Russian-Estonian politician

Gavriil Filippovich Beljagin (also went by Gabriel; Гавриил Филиппович Белягин; 22 April 1870 – 9 August 1936) was a Russian-Estonian politician who was the mayor of Reval (now Tallinn) from April 1917 to September of that year.

==Career==
Beljagin was a merchant that opened a tea, sugar, and coffee business around in autumn of 1906. He probably transferred the operations of his company in 1913; for example, in April 1913 the G. D. Galaktionov warehouse for tea, coffee, sugar, rice, cocoa and other goods was trading "under the company of G. F. Beljagin."

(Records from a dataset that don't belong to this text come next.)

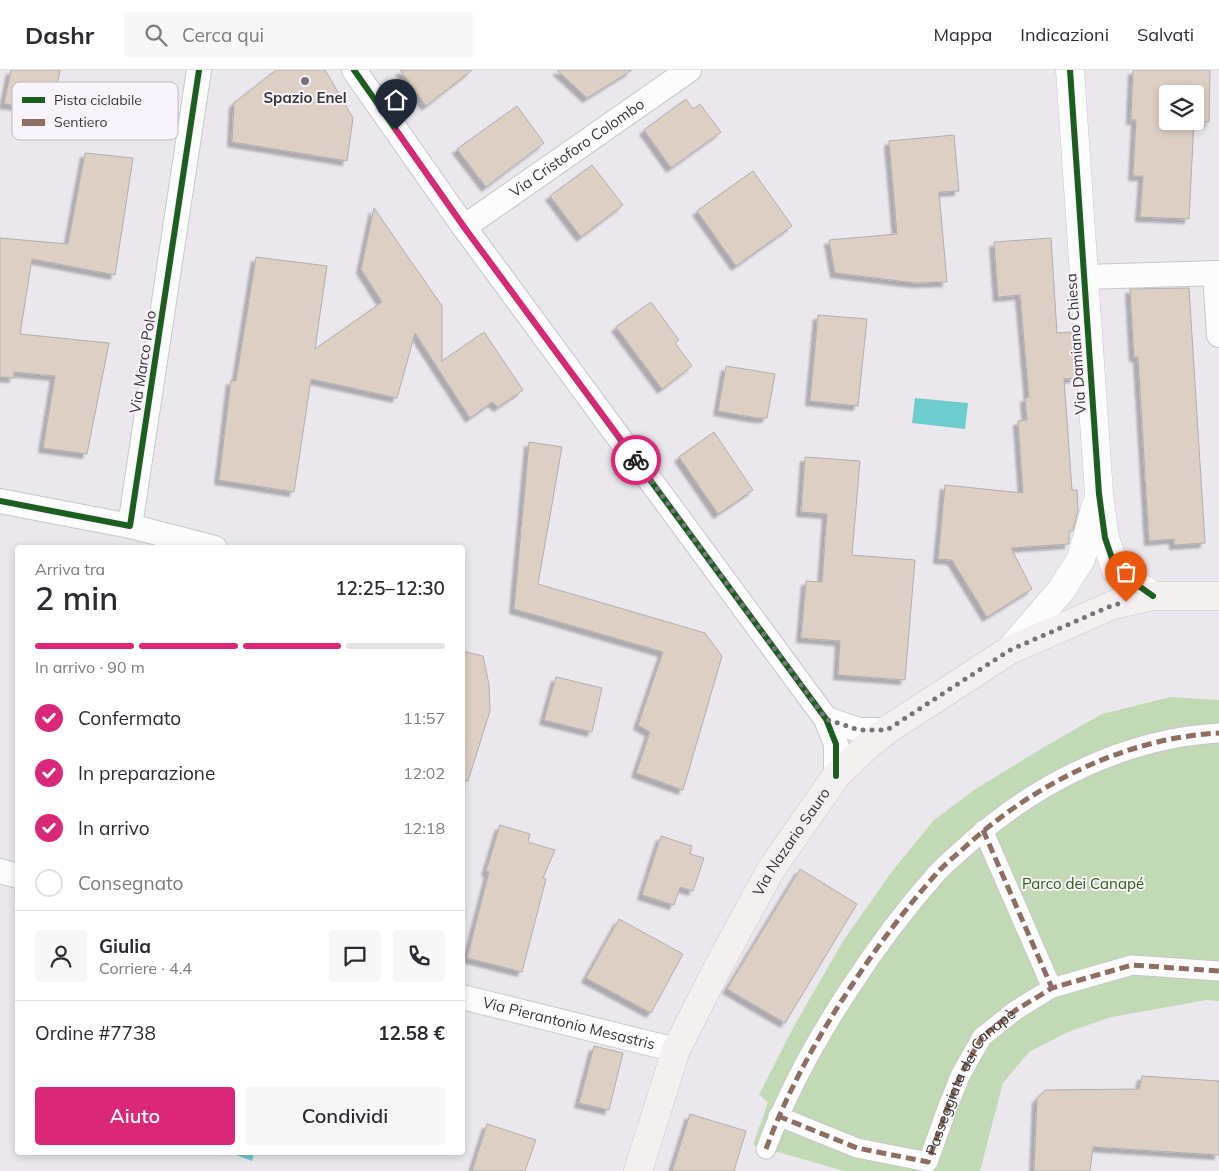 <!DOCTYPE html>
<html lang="it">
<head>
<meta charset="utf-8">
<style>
  :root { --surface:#fff; --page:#f7f7f7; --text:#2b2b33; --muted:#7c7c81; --line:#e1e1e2; --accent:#db2777 }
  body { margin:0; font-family:Mulish,sans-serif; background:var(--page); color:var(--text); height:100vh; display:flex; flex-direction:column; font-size:19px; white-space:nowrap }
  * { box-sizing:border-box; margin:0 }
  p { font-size:16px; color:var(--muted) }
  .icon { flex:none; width:28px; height:28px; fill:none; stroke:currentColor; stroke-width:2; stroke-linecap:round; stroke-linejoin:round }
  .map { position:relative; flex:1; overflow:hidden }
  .sheet { position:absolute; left:15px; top:475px; width:450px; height:610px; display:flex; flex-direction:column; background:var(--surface); border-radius:5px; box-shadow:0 2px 8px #0003 }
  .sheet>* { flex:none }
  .buttons { position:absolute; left:1159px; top:15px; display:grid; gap:10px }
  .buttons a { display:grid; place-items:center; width:45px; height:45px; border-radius:5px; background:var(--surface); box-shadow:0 2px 8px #0003; font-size:25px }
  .pin { position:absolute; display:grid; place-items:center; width:42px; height:42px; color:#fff; margin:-51px -21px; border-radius:50% 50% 50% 0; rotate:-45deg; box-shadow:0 0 5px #0007 }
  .pin .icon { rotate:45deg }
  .courier { position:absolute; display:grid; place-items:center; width:50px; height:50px; margin:-25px; border:4px solid #db2777; border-radius:50%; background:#fff; color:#222; box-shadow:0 1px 6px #0007 }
  .summary em { font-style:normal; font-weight:600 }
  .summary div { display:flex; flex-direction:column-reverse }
  .summary { display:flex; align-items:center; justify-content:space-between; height:85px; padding:0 20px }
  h1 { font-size:32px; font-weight:600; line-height:38px }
  .bar { display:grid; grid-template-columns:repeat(4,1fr); gap:8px 5px; align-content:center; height:60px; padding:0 20px }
  .bar i { height:6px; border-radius:4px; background:var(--line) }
  .bar .selected { background:var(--accent) }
  .bar p { grid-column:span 4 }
  .line { display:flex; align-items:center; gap:12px; padding:0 20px; border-top:1px solid var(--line) }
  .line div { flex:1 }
  .round { display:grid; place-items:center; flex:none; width:52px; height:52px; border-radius:5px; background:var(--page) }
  ol { padding:0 20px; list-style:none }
  li { display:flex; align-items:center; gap:15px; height:55px }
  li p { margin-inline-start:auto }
  li .icon { padding:5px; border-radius:50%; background:var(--accent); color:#fff; stroke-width:4 }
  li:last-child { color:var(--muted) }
  li i { width:28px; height:28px; border:2px solid var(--line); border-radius:50% }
  .action { display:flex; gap:10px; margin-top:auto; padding:10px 20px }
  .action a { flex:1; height:58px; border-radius:5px; background:var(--accent); color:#fff; font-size:20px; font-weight:600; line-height:58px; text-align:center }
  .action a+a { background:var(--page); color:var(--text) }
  header { display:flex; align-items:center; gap:30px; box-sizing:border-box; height:70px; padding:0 25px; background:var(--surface); border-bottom:1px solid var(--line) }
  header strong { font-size:24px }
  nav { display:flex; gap:28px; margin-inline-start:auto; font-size:18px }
  .search { width:350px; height:45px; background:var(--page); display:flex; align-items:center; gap:12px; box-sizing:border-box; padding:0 18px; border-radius:5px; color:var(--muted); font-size:19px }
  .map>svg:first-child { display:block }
  .green { fill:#c2d9b6 }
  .water { fill:#6cccce }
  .building { fill:#ddcfc4; stroke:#b0aeaf; fill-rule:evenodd; filter:url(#shadow) }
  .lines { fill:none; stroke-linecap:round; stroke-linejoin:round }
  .pedestrian-casing { stroke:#c9c6ca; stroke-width:21 }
  .minor-casing { stroke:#c9c6ca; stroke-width:26 }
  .tertiary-casing { stroke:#c9c6ca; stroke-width:29 }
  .secondary-casing { stroke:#c9c6ca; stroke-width:29 }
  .pedestrian { stroke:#fcfcfc; stroke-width:19 }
  .minor { stroke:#fcfcfc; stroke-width:24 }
  .tertiary { stroke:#fcfcfc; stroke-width:28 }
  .secondary { stroke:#f3f0ef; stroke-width:28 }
  .quiet { stroke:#8d6e63; stroke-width:5; stroke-dasharray:10 5; stroke-linecap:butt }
  .cycleway-casing { stroke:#f9f3fc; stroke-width:9 }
  .cycleway { stroke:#1b5e20; stroke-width:6 }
  .done { stroke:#777478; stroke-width:5; stroke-dasharray:0 9 }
  .route { stroke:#db2777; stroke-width:6 }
  .poi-dot { fill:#777478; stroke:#f9f3fc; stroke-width:2 }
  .labels { text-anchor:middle; stroke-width:4; stroke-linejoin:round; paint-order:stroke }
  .poi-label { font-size:15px; font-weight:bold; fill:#383539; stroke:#f9f3fc }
  .street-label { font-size:15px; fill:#383539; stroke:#f9f3fc }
  .park-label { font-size:15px; fill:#2f5c0f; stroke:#f9f3fc }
  .key { fill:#f9f3fc; stroke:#bfbac2; stroke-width:1 }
  .key-label { font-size:14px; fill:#383539 }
</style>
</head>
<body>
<header>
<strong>Dashr</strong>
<div class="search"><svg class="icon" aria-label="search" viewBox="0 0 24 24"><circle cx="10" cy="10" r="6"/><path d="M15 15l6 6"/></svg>Cerca qui</div>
<nav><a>Mappa</a><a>Indicazioni</a><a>Salvati</a></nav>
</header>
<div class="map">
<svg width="1219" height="1101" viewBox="0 0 1219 1101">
  <defs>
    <filter id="shadow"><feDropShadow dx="-4.5" dy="4.5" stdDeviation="1" flood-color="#0004"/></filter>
  </defs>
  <rect width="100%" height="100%" fill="#ebe8ed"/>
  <path class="green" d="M1170 627 1219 630V931L1207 930 1111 947 1068 962 1029 982 1003 1013 980 1101H844L753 1075 768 1032 759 1025 793 958 843 871 893 800 934 750 974 720 1044 677 1102 644Z"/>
  <g class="water">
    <path d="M915 328 968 333 965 359 912 353Z"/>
    <path d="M231 1083V1082L254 1083 252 1091Z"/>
  </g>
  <g class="building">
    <path d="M11 0H60L53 40 4 34Z"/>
    <path d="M276 0H325L353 48 347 91 232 72 234 33Z"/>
    <path d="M400 0H472L426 36Z"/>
    <path d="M557 0H632L587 28Z"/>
    <path d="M1133 0H1210L1209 52 1194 51 1189 149 1140 147 1143 106H1133L1136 50H1131ZM1168 24H1195V51H1168Z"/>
    <path d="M686 29 693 39 700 34 721 62 671 98 644 60Z"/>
    <path d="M517 36 544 73 486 117 457 79Z"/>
    <path d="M954 65 959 121 939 122 947 212 916 213 835 203 829 170 897 164 889 71Z"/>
    <path d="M85 83 133 88 115 205 32 189 20 264 109 273 87 384 43 378 55 306 14 302V308L0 307V168L68 174Z"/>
    <path d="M592 95 623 135 581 167 550 126Z"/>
    <path d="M753 101 792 156 736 196 697 141Z"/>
    <path d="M374 138 442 236V291L484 262 523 320 498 337 492 332 470 348 415 263 397 328 311 309 294 422 219 410 231 310 236 311 256 187 327 196 315 279 382 232 361 199Z"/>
    <path d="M1051 168 1057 263 1071 262 1075 308 1064 309 1072 420H1077L1078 441 1073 461H1069V474L1011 478 1032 519 987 547 952 490 938 489 945 415 1023 423 1018 351 1027 350 1025 328 1029 327 1020 225 998 227 994 172Z"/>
    <path d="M1189 218 1205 473 1174 475V469L1149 471 1138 287H1134L1130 219Z"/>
    <path d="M651 232 679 270 675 273 692 296 662 319 616 257Z"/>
    <path d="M818 245 867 249 858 336 810 331Z"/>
    <path d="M726 296 775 304 767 348H757L718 341Z"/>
    <path d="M714 362 753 420 718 444 679 387Z"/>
    <path d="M529 372 562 377 538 514 705 563 722 586 683 720 636 703 650 662 638 655 663 582 514 539Z"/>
    <path d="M805 387 860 391 852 485 915 490 905 610 838 605 840 571 801 568 806 511 822 512 827 444 801 442Z"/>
    <path d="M462 581 483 586 489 615 490 641 468 711 462 710Z"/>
    <path d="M556 607 602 618 592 662 544 650Z"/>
    <path d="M500 755 530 764 528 772 555 780 543 808 546 809 522 902 467 888 489 802 486 801Z"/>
    <path d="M661 766 692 776 690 784 704 788 693 821 680 817 674 835 642 825Z"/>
    <path d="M800 799 857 834 785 953 727 919Z"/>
    <path d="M619 849 683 884 651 943 586 908Z"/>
    <path d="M594 976 623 983 609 1040 579 1033Z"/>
    <path d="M1142 1006 1219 1011V1085L1093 1077 1090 1101H1034L1037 1029 1045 1020 1139 1019Z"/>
    <path d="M690 1044 746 1061 734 1101H672Z"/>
    <path d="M487 1054 536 1070 525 1101H472Z"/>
  </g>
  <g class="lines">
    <defs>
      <g id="pedestrian">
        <path d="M983 760 1052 918"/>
        <path id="s1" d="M778 1046 857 1078 928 1092 948 1036 961 1004 982 967 1016 940 1052 918 1132 895 1219 901"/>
        <path d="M766 1079C787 1022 817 968 850 918 876 878 905 839 937 803 945 794 955 786 965 777 1034 714 1125 668 1219 663"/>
      </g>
      <g id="minor">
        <path d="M354 0 464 157 826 649 836 674V706"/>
        <path id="s2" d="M464 157 689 0"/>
        <path d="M1215 203 1219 265"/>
        <path d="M1084 207 1219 203"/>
        <path d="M0 431 130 456 199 0"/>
        <path d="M130 456 215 478"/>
        <path d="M826 649 859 660H887"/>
        <path d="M0 801 18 806"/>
        <path id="s3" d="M462 927 676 980"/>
      </g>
      <g id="tertiary">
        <path d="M1070 0 1099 424 1105 468 1116 500 1153 526"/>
        <path d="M1010 580 1062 519 1081 489 1096 435"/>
      </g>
      <g id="secondary">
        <path id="s4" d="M638 1101 676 980 718 897 770 801 836 706 865 678 887 660 1010 580 1113 535 1153 526H1219"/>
      </g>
    </defs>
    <use href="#pedestrian" class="pedestrian-casing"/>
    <use href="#minor" class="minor-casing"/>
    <use href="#tertiary" class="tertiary-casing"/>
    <use href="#secondary" class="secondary-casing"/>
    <use href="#pedestrian" class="pedestrian"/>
    <use href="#minor" class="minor"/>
    <use href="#tertiary" class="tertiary"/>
    <use href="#secondary" class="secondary"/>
    <g class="quiet">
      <path d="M983 760 1052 918"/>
      <path d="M778 1046 857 1078 928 1092 948 1036 961 1004 982 967 1016 940 1052 918 1132 895 1219 901"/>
      <path d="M766 1079C787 1022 817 968 850 918 876 878 905 839 937 803 945 794 955 786 965 777 1034 714 1125 668 1219 663"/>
    </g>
    <defs>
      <g id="cycleway">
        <path d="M354 0 464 157 826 649 836 674V706"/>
        <path d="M1070 0 1099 424 1105 468 1116 500 1153 526"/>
        <path d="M0 431 130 456 199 0"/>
      </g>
    </defs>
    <use href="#cycleway" class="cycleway-casing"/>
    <use href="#cycleway" class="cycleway"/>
  </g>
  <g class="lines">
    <path class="done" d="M636 390 826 649 859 660H887L1010 580 1113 535 1126 532"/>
    <path class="route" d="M396 60 464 157 636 390"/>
  </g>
  <circle class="poi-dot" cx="305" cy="11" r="5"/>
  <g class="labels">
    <g class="poi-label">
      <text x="305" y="33">Spazio Enel</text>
    </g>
    <g class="street-label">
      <text dy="5" stroke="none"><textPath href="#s2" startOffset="138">Via Cristoforo Colombo</textPath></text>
      <text transform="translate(1076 274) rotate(-94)" y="5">Via Damiano Chiesa</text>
      <text transform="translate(143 292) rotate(-81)" y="5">Via Marco Polo</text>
      <text dy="5" stroke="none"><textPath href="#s4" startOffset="365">Via Nazario Sauro</textPath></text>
      <text dy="5" stroke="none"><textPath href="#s3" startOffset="110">Via Pierantonio Mesastris</textPath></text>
      <text dy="5" stroke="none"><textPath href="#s1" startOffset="250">Passeggiata dei Canapè</textPath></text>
    </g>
    <g class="park-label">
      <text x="1083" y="819">Parco dei Canapé</text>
    </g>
  </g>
  <rect x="12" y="12" width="166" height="58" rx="8" class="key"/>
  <rect x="22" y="27" width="23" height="6" fill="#1b5e20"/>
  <rect x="22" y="49" width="23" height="7" fill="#8d6e63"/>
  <g class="key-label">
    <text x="54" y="35">Pista ciclabile</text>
    <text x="54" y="57">Sentiero</text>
  </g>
</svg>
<div class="buttons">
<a><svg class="icon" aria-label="layers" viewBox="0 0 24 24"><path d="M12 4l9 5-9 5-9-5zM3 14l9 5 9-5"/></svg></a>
</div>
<div class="pin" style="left:1126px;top:532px;background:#ea580c"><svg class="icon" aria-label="bag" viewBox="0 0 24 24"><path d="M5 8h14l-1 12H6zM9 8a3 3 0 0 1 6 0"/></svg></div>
<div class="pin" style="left:396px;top:60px;background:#1f2937"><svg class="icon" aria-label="home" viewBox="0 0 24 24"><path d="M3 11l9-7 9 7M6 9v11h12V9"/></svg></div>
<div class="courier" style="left:636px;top:390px"><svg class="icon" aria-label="bike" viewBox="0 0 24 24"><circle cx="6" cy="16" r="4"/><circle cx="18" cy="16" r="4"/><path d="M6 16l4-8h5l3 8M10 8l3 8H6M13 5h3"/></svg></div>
<section class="sheet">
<div class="summary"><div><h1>2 min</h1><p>Arriva tra</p></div><em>12:25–12:30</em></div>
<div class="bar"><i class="selected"></i><i class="selected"></i><i class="selected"></i><i></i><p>In arrivo · 90 m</p></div>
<ol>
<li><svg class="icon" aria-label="check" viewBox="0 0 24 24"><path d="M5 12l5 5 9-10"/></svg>Confermato<p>11:57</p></li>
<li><svg class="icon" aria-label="check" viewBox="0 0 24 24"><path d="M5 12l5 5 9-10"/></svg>In preparazione<p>12:02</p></li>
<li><svg class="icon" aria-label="check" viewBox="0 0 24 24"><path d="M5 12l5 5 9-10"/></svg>In arrivo<p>12:18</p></li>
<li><i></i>Consegnato</li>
</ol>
<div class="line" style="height:90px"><a class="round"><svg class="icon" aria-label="person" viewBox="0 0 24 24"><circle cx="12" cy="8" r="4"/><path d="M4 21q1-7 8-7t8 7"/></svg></a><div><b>Giulia</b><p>Corriere · 4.4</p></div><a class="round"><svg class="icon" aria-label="chat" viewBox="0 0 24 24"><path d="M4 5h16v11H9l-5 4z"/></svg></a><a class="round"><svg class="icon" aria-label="phone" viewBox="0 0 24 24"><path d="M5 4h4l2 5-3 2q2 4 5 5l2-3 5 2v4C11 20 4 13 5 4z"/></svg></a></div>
<div class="line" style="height:65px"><div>Ordine #7738</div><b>12.58 €</b></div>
<div class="action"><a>Aiuto</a><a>Condividi</a></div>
</section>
</div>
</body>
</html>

Beljagin was Tallinn's commissioner until he was selected by Mayor Jaan Poska to serve as deputy mayor in April 1917, when Poska went on to become the commissar of the Autonomous Governorate of Estonia. Beljagin oversaw the establishment of Estonian as the official language of Reval. He resigned just before the October Revolution and the start of the Russian Civil War in late 1917. He was succeeded by Voldemar Vöölmann as the chairman of city government.

By 1921, Beljagin had resumed the activities of his commercial office, once again trading in sugar, rice, and tea. In the 1930s, Beljagin was a distributor in Estonia for Nash Motors.

Beljagin died on 9 August 1936 and is buried at Siselinna Cemetery.